ONU: mulheres e crianças sofrem violência sexual em centros de refugiados na Grécia

Notícia postada em 12/02/2018 20:05

Requerentes de refúgio relataram a ocorrência de assédio sexual e violência em alguns centros de recepção de refugiados nas ilhas gregas, onde tomar banho, mesmo durante o dia, pode ser perigoso, disse a Agência da ONU para Refugiados (ACNUR) nesta sexta-feira (9).

Mulheres citaram comportamento inapropriado, assédio sexual e tentativas de ataques sexuais como as formais mais comuns de violência.

“A situação é particularmente preocupante nos centros de recepção e identificação de Moria (Lesbos) e Vathy (Samos), onde milhares de refugiados permanecem em abrigos precários com segurança inadequada”, acrescentou.

Requerentes de refúgio relataram a ocorrência de assédio sexual e violência em alguns centros de recepção de refugiados nas ilhas gregas, onde tomar banho, mesmo durante o dia, pode ser perigoso, disse a Agência da ONU para Refugiados (ACNUR) nesta sexta-feira (9).

“Em 2017, o ACNUR recebeu informações de 622 sobreviventes de violência sexual e violência baseada em gênero nas ilhas gregas de Aegean, das quais ao menos 28% passaram por tais violências depois de chegar à Grécia”, disse a porta-voz do ACNUR, Cécile Pouilly, em coletiva de imprensa em Genebra, na Suíça.

Mulheres citaram comportamento inapropriado, assédio sexual e tentativas de ataques sexuais como as formais mais comuns de violência.

“A situação é particularmente preocupante nos centros de recepção e identificação de Moria (Lesbos) e Vathy (Samos), onde milhares de refugiados permanecem em abrigos precários com segurança inadequada”, acrescentou.

Cerca de 5,5 mil pessoas estão nesses centros, número que corresponde ao dobro de sua capacidade.

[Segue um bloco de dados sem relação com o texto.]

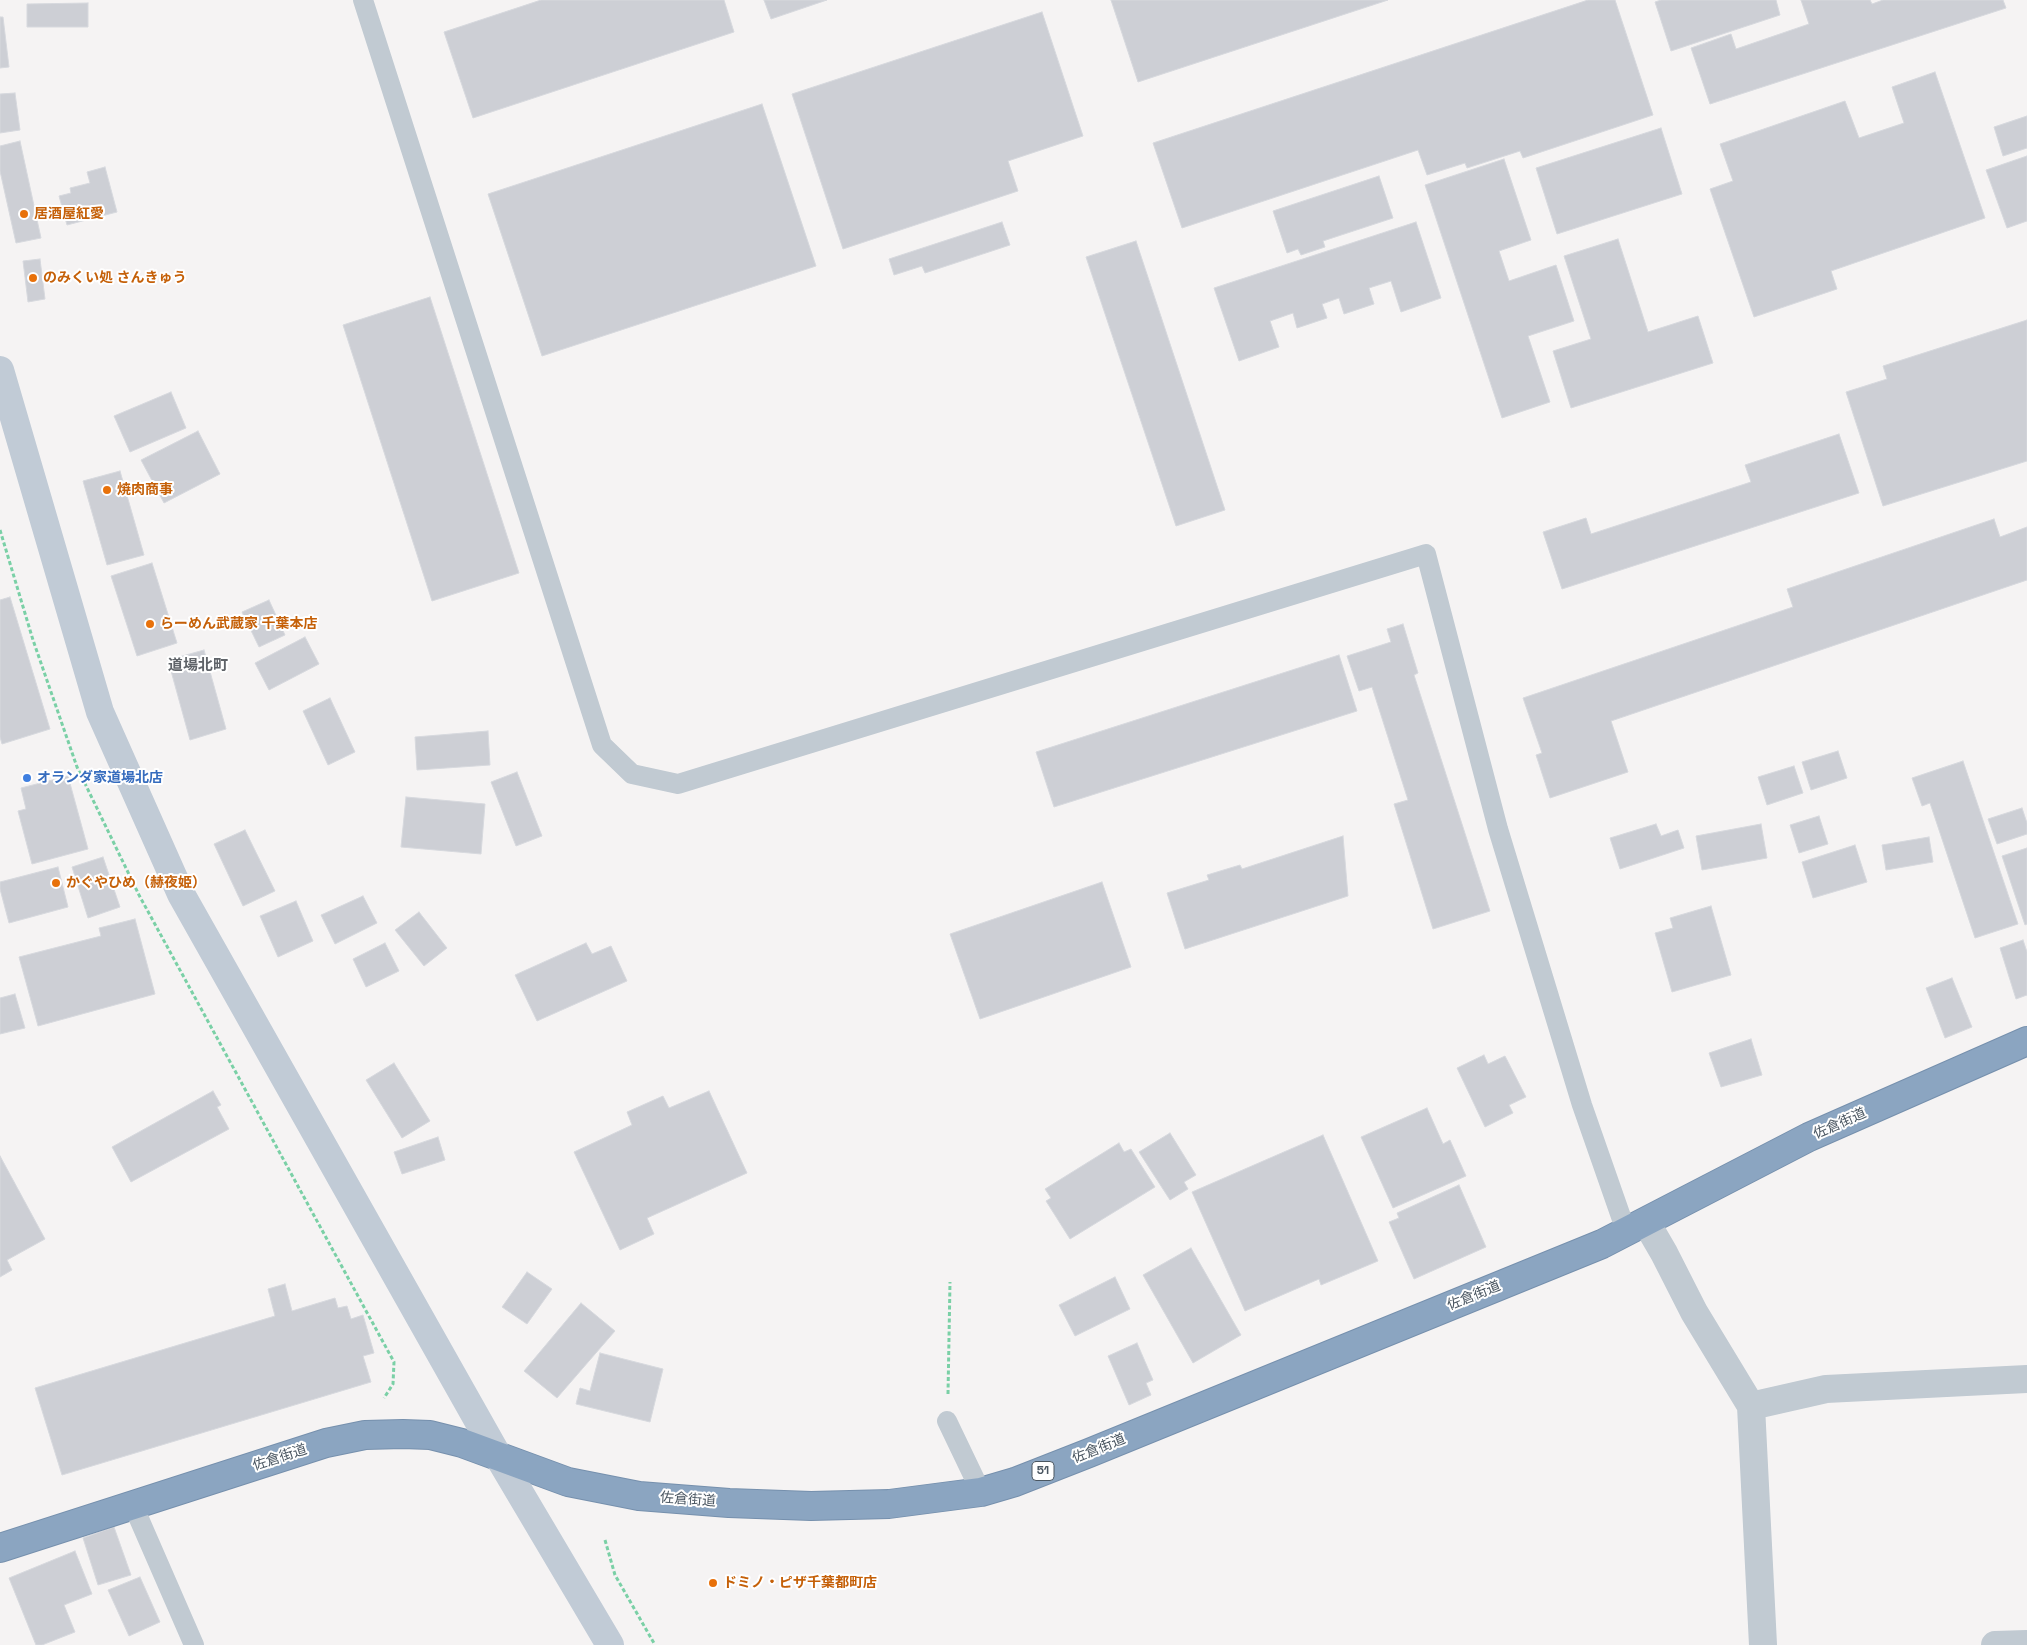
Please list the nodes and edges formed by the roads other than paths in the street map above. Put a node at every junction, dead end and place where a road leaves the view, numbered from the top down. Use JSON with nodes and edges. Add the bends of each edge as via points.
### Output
{"nodes":[{"id":1,"x":364,"y":0,"type":"edge"},
{"id":2,"x":0,"y":370,"type":"edge"},
{"id":3,"x":2027,"y":1041,"type":"edge"},
{"id":4,"x":1636,"y":1227,"type":"junction"},
{"id":5,"x":2027,"y":1379,"type":"edge"},
{"id":6,"x":1751,"y":1406,"type":"junction"},
{"id":7,"x":947,"y":1420,"type":"road end"},
{"id":8,"x":498,"y":1456,"type":"junction"},
{"id":9,"x":981,"y":1492,"type":"junction"},
{"id":10,"x":133,"y":1505,"type":"junction"},
{"id":11,"x":0,"y":1548,"type":"edge"},
{"id":12,"x":2027,"y":1644,"type":"edge"},
{"id":13,"x":194,"y":1645,"type":"edge"},
{"id":14,"x":610,"y":1645,"type":"edge"},
{"id":15,"x":1763,"y":1645,"type":"edge"},
{"id":16,"x":1995,"y":1645,"type":"edge"}],
"edges":[{"from":1,"to":4,"type":"lane","via":[[602,745],[620,763],[632,774],[678,784],[1426,554],[1498,829],[1582,1105]]},
{"from":2,"to":8,"type":"street","via":[[100,712],[181,894]]},
{"from":3,"to":4,"type":"highway","name":"佐倉街道","number":"51","via":[[1809,1138]]},
{"from":4,"to":6,"type":"street","via":[[1664,1253],[1694,1312]]},
{"from":4,"to":9,"type":"highway","name":"佐倉街道","number":"51","via":[[1602,1244],[1089,1453]]},
{"from":5,"to":6,"type":"street","via":[[1826,1389]]},
{"from":6,"to":15,"type":"street"},
{"from":7,"to":9,"type":"lane"},
{"from":8,"to":9,"type":"highway","name":"佐倉街道","number":"51","via":[[568,1482],[639,1496],[684,1500],[812,1506],[889,1504]]},
{"from":8,"to":10,"type":"highway","name":"佐倉街道","number":"51","via":[[430,1435],[365,1435],[326,1443]]},
{"from":8,"to":14,"type":"street"},
{"from":10,"to":11,"type":"highway","name":"佐倉街道","number":"51"},
{"from":10,"to":13,"type":"lane"},
{"from":12,"to":16,"type":"street"}]}
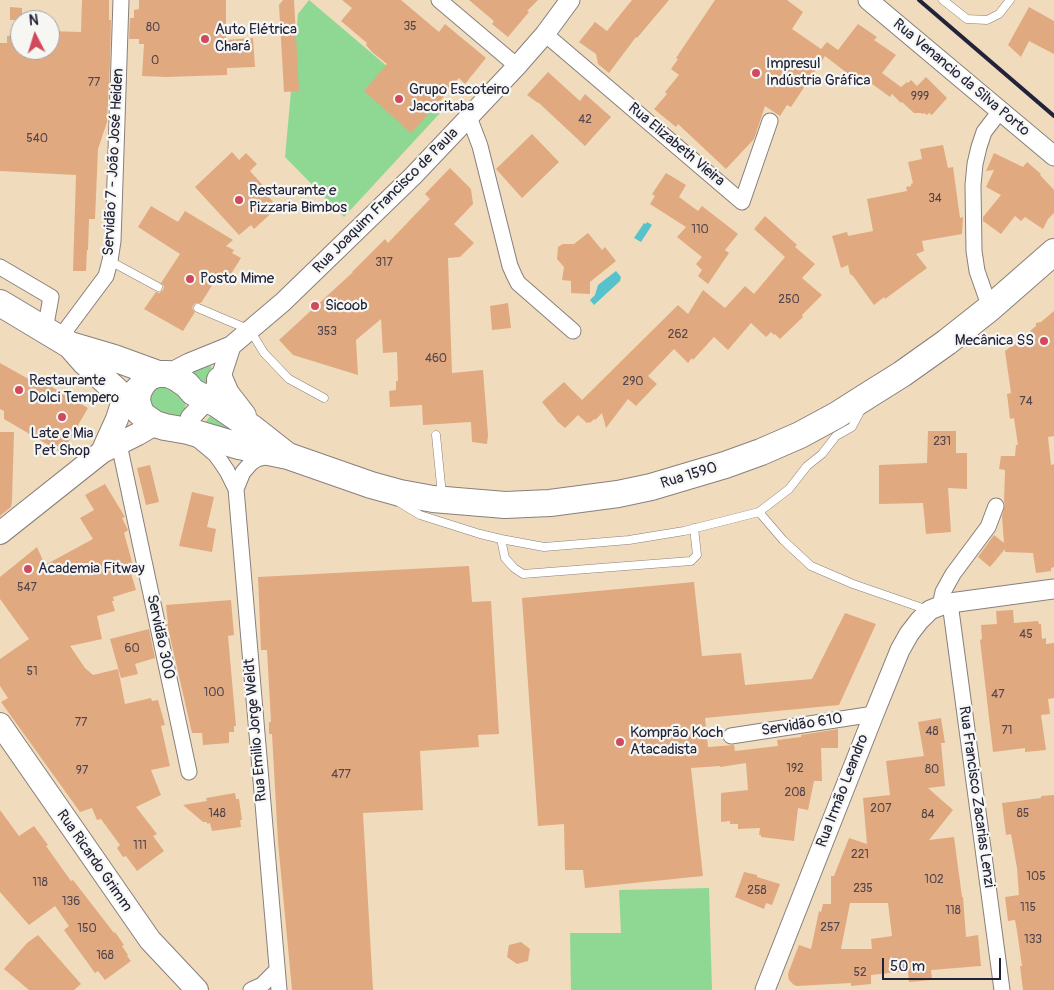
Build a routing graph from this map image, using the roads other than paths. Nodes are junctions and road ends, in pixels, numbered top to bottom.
1 (121, 0) edge
2 (439, 0) edge
3 (570, 0) edge
4 (868, 0) edge
5 (943, 0) edge
6 (1010, 0) edge
7 (545, 34) junction
8 (518, 66) junction
9 (1000, 111) junction
10 (469, 117) junction
11 (770, 121) dead end
12 (1054, 156) edge
13 (1046, 259) edge
14 (110, 262) junction
15 (0, 267) edge
16 (158, 287) dead end
17 (0, 303) edge
18 (198, 308) dead end
19 (990, 308) junction
20 (250, 330) junction
21 (573, 331) dead end
22 (58, 338) junction
23 (231, 346) junction
24 (207, 391) junction
25 (870, 394) junction
26 (324, 398) dead end
27 (160, 405) junction
28 (436, 435) dead end
29 (110, 448) junction
30 (288, 456) junction
31 (371, 485) junction
32 (236, 489) junction
33 (442, 500) junction
34 (996, 506) dead end
35 (759, 512) junction
36 (694, 528) junction
37 (0, 533) edge
38 (501, 540) junction
39 (1054, 589) edge
40 (940, 606) junction
41 (874, 714) junction
42 (0, 724) edge
43 (731, 736) dead end
44 (189, 772) dead end
45 (276, 970) junction
46 (190, 983) edge
47 (211, 990) edge
48 (251, 990) edge
49 (279, 990) edge
50 (765, 990) edge
51 (1002, 990) edge

1 - 14 street, Servidão 7 - João José Heiden
2 - 8 street
3 - 7 street, Rua Joaquim Francisco de Paula
4 - 9 street, Rua Venancio da Silva Porto
5 - 6 lane
7 - 8 street, Rua Joaquim Francisco de Paula
7 - 11 street, Rua Elizabeth Vieira
8 - 10 street, Rua Joaquim Francisco de Paula
9 - 12 street, Rua Venancio da Silva Porto
9 - 19 street
10 - 20 street, Rua Joaquim Francisco de Paula
10 - 21 street
13 - 19 highway, Rua 1590
14 - 16 lane
14 - 22 street, Servidão 7 - João José Heiden
15 - 22 street
17 - 22 highway
18 - 20 lane
19 - 25 highway, Rua 1590
20 - 23 street, Rua Joaquim Francisco de Paula
20 - 26 lane
22 - 27 highway
22 - 27 highway
23 - 24 street
23 - 27 street, Rua Joaquim Francisco de Paula
24 - 27 highway
24 - 30 highway
25 - 33 highway, Rua 1590
25 - 35 lane
27 - 29 main road, Rua Joaquim Francisco de Paula
27 - 29 main road, Rua Joaquim Francisco de Paula
27 - 30 highway
27 - 32 street, Rua Emilio Jorge Weldt
28 - 33 lane
29 - 37 main road, Rua Joaquim Francisco de Paula
29 - 44 street, Servidão 300
30 - 31 highway, Rua 1590
30 - 32 street
31 - 33 highway, Rua 1590
31 - 38 lane
32 - 45 street, Rua Emilio Jorge Weldt
34 - 40 street, Rua Irmão Leandro
35 - 36 lane
35 - 40 lane
36 - 38 lane
36 - 38 lane
39 - 40 street
40 - 41 street, Rua Irmão Leandro
40 - 51 street, Rua Francisco Zacarias Lenzi
41 - 43 street, Servidão 610
41 - 50 street, Rua Irmão Leandro
42 - 46 main road, Rua Ricardo Grimm
45 - 48 street
45 - 49 street, Rua Emilio Jorge Weldt
46 - 47 street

Relatos de assédio sexual em Moria são particularmente frequentes.

“Nesses dois centros, os banheiros e as latrinas são áreas proibidas depois do anoitecer para mulheres e crianças, a menos que estejam acompanhadas. Mesmo tomar banho durante o dia pode ser perigoso. Em Moria, uma mulher disse às nossas equipes que não tomava banho havia dois meses por conta do medo.”

As tentativas de identificar e ajudar os sobreviventes são dificultadas pela relutância em reportar os ataques devido a discriminação, estigma e retaliações, desespero e falta de confiança em denunciar — incluindo ao serviço de saúde mental do ACNUR. Portanto, o número real de incidentes deve ser ainda maior.

Nas últimas semanas, as autoridades aceleraram as transferências, reduzindo levemente a superlotação, mas esta continua prejudicando as atividades de prevenção.

“A insegurança é outro problema”, disse a porta-voz. “Apesar de haver patrulhas policiais, estas permanecem insuficientes, particularmente à noite, e não cobrem todas as áreas adjacentes aos centros de refugiados, onde as pessoas ficam em tendas sem a presença da polícia”.

Tais condições também estão gerando frustração entre os refugiados, levando a um ambiente de tensão, o que eleva o risco de violência sexual e baseada em gênero.

Enquanto o ACNUR elogiou as medidas do governo de reduzir o risco de violência sexual e baseada em gênero, mais passos precisam ser tomados para proteger os refugiados, incluindo crianças, mulheres e homens.

Pouilly listou esses passos, que envolvem a separação por gênero — incluindo abrigos separados e áreas de banho seguras e bem iluminadas; melhores condições e serviços; maior presença policial, com mais oficiais; mais iluminação em áreas públicas; mais transferências para reduzir a superlotação; mais funcionários dedicados a lidar com o tema; e mais atividades de alerta.

“O ACNUR continuará trabalhando e permanece pronto para apoiar o governo a fortalecer sua resposta operacional e construção de capacidade para prevenir violência sexual e violência baseada em gênero e identificar os sobreviventes e enviá-los para serviços e abrigos apropriados”, disse Pouilly.